*** Opening Exercise input ***

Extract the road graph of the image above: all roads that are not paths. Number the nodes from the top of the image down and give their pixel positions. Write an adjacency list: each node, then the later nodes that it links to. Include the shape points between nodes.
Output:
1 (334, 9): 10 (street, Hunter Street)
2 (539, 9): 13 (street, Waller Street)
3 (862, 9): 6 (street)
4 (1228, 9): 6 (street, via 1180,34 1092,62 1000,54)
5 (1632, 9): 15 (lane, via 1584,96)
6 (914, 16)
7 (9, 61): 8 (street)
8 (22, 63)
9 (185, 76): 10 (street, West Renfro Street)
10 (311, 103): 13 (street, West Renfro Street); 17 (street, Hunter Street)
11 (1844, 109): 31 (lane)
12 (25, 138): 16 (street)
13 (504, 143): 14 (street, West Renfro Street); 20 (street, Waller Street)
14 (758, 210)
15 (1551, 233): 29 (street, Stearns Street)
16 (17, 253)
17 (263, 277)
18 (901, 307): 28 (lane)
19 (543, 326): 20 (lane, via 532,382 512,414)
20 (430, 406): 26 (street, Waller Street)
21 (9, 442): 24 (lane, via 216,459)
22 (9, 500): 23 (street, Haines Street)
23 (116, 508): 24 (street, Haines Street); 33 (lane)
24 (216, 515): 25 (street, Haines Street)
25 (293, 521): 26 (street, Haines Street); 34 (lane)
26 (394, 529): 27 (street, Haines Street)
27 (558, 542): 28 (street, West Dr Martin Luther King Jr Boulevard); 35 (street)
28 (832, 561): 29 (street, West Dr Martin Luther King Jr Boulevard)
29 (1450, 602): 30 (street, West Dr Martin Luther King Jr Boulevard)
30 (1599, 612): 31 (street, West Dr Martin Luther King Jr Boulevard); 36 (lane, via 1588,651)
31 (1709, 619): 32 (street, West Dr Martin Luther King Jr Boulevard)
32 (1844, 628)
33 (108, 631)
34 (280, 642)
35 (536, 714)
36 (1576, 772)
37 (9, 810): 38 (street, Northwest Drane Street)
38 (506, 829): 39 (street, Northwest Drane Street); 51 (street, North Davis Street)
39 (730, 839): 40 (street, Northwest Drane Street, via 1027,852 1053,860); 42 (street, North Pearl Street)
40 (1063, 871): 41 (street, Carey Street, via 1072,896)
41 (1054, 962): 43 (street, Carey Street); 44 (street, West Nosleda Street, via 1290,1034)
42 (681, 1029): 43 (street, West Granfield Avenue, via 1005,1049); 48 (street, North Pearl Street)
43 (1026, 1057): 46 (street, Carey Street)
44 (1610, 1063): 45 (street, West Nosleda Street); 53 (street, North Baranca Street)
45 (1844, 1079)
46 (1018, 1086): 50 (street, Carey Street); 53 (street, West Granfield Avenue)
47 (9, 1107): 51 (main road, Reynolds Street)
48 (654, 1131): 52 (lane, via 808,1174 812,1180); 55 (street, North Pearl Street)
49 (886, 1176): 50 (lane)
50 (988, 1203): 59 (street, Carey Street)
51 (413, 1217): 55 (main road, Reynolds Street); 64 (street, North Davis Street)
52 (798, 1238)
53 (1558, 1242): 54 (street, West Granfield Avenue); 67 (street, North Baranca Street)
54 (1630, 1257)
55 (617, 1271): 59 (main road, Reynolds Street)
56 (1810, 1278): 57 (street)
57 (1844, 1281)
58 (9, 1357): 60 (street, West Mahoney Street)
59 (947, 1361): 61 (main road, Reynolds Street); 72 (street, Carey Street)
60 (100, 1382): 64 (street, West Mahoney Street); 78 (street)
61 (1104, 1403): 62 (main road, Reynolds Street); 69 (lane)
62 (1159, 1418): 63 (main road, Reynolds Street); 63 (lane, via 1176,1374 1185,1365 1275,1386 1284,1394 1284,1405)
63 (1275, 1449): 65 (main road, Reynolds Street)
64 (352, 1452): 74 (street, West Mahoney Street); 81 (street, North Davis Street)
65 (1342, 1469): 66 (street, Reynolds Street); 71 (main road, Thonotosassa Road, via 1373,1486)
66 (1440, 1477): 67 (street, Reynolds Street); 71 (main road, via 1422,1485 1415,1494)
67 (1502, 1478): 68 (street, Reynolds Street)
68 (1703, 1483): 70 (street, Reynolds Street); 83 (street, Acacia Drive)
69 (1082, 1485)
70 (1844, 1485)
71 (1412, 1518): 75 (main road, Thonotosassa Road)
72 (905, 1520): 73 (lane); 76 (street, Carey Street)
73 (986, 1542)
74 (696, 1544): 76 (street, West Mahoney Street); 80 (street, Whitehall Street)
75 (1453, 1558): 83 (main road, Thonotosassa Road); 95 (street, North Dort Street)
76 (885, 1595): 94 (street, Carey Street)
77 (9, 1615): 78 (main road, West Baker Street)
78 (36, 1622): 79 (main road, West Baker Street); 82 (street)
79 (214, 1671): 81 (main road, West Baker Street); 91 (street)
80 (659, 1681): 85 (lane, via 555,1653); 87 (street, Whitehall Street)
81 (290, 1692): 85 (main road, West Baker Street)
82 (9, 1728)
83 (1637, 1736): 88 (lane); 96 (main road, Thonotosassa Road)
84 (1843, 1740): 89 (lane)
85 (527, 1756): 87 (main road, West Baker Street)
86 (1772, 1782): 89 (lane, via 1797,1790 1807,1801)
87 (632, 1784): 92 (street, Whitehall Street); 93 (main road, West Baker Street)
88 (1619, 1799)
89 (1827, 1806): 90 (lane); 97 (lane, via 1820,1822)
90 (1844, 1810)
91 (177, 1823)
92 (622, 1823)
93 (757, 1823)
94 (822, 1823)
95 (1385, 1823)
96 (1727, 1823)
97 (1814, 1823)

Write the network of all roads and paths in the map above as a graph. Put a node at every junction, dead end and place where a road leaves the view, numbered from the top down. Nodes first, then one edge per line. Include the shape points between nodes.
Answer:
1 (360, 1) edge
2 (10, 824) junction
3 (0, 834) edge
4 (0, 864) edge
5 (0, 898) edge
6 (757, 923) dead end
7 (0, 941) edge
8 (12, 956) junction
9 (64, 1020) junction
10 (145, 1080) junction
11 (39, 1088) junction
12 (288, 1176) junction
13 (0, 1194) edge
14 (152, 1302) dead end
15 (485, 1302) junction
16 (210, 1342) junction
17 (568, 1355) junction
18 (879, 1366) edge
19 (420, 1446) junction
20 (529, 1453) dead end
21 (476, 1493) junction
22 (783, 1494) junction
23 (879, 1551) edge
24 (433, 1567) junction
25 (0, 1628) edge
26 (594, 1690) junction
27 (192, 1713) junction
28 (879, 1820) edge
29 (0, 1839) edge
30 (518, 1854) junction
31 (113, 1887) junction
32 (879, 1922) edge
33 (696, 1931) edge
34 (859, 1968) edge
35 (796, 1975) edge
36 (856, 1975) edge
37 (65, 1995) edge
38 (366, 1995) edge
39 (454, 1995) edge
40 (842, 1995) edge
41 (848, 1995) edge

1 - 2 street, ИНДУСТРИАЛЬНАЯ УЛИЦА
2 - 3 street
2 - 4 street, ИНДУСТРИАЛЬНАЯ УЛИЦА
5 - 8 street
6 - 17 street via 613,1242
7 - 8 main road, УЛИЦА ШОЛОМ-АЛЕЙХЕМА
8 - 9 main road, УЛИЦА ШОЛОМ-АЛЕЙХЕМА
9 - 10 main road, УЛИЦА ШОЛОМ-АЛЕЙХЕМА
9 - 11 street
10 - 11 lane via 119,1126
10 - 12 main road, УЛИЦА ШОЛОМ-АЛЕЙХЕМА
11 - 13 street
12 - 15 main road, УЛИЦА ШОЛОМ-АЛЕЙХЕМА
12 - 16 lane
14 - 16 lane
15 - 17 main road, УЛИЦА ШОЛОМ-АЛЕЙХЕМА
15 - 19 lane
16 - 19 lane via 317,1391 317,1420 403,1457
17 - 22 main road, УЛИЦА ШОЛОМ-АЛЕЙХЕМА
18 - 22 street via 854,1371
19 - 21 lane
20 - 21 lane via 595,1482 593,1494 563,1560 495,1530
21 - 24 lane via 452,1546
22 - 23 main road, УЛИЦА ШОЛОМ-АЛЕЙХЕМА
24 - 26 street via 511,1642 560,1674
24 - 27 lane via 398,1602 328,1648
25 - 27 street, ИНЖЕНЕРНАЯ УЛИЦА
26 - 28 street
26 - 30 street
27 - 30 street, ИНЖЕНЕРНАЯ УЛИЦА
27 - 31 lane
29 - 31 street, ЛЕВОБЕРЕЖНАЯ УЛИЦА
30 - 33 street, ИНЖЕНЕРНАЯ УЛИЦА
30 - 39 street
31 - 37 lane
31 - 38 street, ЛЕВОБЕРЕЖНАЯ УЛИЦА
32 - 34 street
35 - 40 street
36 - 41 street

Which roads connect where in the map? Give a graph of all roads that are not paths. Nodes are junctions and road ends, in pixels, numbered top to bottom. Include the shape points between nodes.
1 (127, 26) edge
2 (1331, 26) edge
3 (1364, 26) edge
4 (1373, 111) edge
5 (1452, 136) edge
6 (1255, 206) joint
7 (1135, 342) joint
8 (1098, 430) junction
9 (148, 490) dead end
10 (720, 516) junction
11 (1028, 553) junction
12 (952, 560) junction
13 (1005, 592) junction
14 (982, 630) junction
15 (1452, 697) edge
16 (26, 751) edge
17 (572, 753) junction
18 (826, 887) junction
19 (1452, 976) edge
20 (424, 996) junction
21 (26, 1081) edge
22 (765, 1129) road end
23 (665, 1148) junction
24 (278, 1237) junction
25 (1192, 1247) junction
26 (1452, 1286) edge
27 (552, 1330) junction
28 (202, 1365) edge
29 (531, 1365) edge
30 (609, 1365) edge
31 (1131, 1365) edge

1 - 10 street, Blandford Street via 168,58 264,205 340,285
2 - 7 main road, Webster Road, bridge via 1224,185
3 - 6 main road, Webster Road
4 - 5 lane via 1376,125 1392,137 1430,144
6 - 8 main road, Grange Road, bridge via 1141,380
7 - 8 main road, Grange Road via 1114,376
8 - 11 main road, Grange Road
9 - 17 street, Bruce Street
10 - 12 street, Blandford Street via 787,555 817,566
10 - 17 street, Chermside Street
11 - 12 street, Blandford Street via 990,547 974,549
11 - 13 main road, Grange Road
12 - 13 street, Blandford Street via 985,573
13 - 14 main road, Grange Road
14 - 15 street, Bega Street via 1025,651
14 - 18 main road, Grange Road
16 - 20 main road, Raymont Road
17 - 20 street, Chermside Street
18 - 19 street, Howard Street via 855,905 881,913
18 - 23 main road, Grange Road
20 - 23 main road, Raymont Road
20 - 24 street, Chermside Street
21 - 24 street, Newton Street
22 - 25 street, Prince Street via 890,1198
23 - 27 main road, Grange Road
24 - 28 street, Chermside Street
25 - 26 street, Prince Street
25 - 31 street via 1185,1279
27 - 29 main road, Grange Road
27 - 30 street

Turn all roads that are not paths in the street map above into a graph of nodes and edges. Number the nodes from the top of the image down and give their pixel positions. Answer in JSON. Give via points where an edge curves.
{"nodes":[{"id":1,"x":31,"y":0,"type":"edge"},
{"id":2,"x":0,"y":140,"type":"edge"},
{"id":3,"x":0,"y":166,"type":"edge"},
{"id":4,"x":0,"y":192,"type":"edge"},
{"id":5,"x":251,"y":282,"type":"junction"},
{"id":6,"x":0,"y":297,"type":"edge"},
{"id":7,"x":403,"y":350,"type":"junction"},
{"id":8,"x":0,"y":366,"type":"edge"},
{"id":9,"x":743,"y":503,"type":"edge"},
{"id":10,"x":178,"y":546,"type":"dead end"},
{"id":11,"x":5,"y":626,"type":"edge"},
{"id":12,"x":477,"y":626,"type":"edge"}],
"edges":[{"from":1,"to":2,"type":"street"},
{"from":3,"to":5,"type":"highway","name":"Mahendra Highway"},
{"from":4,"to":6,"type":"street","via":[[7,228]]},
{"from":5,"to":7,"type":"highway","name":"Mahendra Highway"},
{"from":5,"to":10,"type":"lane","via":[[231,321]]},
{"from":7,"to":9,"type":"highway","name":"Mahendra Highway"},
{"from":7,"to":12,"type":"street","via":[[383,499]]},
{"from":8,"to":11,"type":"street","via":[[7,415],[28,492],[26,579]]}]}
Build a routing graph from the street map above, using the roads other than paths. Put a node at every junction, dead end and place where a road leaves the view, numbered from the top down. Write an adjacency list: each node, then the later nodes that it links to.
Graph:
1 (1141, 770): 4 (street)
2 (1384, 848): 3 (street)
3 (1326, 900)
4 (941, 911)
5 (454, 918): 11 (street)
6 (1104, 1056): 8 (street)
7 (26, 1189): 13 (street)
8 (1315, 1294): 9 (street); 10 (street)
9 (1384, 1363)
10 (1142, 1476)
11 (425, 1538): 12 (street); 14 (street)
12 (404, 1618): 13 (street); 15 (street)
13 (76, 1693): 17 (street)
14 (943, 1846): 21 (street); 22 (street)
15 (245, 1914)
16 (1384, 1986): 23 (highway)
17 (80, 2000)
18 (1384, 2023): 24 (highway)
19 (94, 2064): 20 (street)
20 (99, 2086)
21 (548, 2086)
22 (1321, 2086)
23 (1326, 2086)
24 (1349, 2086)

*** Closing Exercise input ***

* What the task asks *
Return solely the count of lines in the data above in which the word "ЛЕВОБЕРЕЖНАЯ" occurs.

* Exercise answer *
2